Ziel der Partnerschaft ist es, Medienbrüche beim Onboarding zu verhindern, an denen Abschlüsse oft scheitern. Der gesamte Ablauf wird über sproof gesteuert: Erst prüft Shufti die Identität der Unterzeichnenden biometrisch, via NFC oder eID in rund zwölf Sekunden. Anschließend wird ausschließlich ein verschlüsselter digitaler Fingerabdruck des Vorgangs an Evrotrust übermittelt. Das Originaldokument verbleibt bei sproof, wo nach der Zertifikatserstellung durch Evrotrust die finale Signatur in derselben Sitzung erfolgt. Bei Einmalsignaturen wird das Zertifikat danach sofort verworfen.

Datensouveränität im Fokus

Neben der Benutzerfreundlichkeit steht die europäische Datensouveränität im Fokus: sproof betreibt seine Plattform ausschließlich auf europäischer Server-Infrastruktur, wodurch Abhängigkeiten von US-Anbietern sowie Risiken durch Gesetze wie den US Cloud Act entfallen sollen. Die Signaturen sind eIDAS-konform EU-weit rechtsgültig und weisen eine Langzeitvalidierung von bis zu zehn Jahren auf.

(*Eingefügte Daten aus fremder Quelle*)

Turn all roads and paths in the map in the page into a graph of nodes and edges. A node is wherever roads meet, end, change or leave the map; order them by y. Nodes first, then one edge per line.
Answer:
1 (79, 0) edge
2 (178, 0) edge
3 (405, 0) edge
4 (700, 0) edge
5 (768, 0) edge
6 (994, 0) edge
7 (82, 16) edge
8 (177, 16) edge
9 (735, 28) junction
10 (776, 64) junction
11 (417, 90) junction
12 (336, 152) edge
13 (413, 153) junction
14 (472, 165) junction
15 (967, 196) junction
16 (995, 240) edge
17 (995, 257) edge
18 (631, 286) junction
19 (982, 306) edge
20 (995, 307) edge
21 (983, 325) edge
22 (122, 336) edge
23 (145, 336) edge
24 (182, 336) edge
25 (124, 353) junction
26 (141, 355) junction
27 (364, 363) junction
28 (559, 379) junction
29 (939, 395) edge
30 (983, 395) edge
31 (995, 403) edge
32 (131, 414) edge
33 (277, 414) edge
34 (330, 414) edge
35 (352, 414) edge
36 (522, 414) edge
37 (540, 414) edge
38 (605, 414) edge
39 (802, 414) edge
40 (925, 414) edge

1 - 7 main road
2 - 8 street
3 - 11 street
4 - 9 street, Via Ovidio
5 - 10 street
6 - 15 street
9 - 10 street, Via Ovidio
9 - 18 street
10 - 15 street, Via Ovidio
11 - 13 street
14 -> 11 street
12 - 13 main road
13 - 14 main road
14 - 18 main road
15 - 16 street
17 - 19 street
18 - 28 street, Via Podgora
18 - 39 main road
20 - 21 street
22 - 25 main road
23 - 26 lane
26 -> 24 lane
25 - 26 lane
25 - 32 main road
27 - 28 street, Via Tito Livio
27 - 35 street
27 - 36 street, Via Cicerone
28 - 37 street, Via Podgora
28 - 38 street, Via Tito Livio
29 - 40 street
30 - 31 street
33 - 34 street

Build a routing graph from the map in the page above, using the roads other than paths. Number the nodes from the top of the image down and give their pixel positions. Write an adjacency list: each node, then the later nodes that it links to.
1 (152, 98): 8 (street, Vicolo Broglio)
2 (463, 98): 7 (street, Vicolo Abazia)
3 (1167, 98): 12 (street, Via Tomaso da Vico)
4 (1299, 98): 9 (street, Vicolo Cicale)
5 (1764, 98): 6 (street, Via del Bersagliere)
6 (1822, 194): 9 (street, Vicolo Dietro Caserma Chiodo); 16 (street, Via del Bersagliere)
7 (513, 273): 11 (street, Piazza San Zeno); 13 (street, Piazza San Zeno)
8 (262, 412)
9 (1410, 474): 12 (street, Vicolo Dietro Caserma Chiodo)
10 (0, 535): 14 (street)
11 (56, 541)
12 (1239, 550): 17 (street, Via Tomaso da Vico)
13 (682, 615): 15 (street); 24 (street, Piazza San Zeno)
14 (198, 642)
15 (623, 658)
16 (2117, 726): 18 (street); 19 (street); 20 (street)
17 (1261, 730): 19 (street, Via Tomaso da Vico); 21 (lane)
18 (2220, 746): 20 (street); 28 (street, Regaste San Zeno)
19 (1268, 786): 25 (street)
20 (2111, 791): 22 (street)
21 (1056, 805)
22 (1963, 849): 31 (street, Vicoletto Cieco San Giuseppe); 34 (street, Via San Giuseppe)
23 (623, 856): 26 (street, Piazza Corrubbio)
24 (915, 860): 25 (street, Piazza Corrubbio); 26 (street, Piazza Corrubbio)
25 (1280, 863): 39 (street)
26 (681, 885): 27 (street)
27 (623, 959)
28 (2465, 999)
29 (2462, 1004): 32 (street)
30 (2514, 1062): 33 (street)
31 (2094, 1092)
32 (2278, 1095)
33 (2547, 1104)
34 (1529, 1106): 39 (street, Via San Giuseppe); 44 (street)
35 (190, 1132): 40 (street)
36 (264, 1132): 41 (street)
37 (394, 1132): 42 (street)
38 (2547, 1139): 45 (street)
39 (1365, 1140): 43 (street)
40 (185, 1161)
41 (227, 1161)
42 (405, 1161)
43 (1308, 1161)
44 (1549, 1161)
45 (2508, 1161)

„Ohne Konversionsverluste“

Die strategische Relevanz wird von den Partnern unterstrichen. Für Shufti war die Identitätsprüfung laut CEO Shahid Hanif nie das eigentliche Ziel, sondern das Fundament. Hanif betont: „Deshalb haben wir gemeinsam mit Evrotrust einen durchgängigen Prozess von der Identitätsprüfung bis zur qualifizierten elektronischen Signatur aufgebaut. Beides läuft in einer einzigen Onboarding-Strecke zusammen.“ Heinrich Grave, Managing Director DACH bei Evrotrust, sieht darin einen Schritt hin zu einer „regulierten Vertrauensinfrastruktur“, die direkt in die Customer Journey integriert ist. Unternehmen können regulatorische Vorgaben damit erfüllen, „ohne Konversionsverluste durch fragmentierte Prozesse“, so sproof-Gründer Knirsch.